Women’s Month should not be about proving we deserve respect. That debate is over. We do.

It should be about insisting that respect be practiced—in jeepneys, in boardrooms, in classrooms, in Congress.

Let’s stop pretending this is complicated.

Professional spaces are not stages for commentary on anyone’s body—not women’s, not men’s. A committee hearing is not a runway. A legislative floor is not a locker room. Governance is not flirtation.

But here is the difference we cannot ignore: When a public official speaks about a woman’s body in an official setting, it does not float in a vacuum. It lands in a society where women have long had to fight to be heard beyond how they look. It lands in a culture where credibility is still more fragile for women than for men. It lands in a history where power has rarely tilted in our favor.

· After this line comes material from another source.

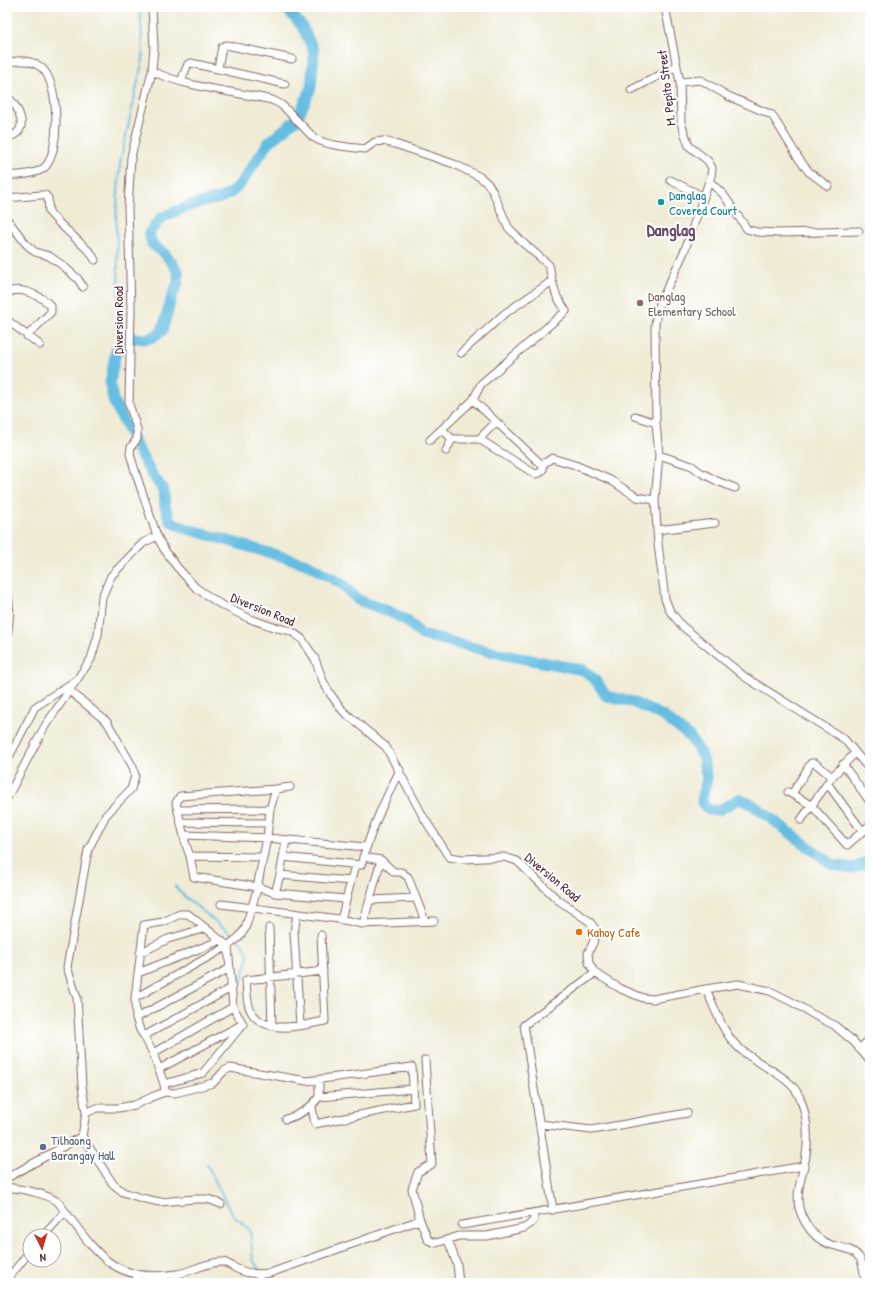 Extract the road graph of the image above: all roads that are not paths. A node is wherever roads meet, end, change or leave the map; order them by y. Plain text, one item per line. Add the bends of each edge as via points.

So no, this is not about whether women also sometimes make remarks about men. It is about who holds the microphone, who holds institutional authority, and what centuries of imbalance do to seemingly “casual” words.

When those entrusted with public power redirect attention from competence to appearance, they reinforce an old hierarchy: that a woman’s body is always fair game, even in spaces meant for policy and principle.

And until that reflex disappears from our halls of power, equality will remain a slogan, not a reality.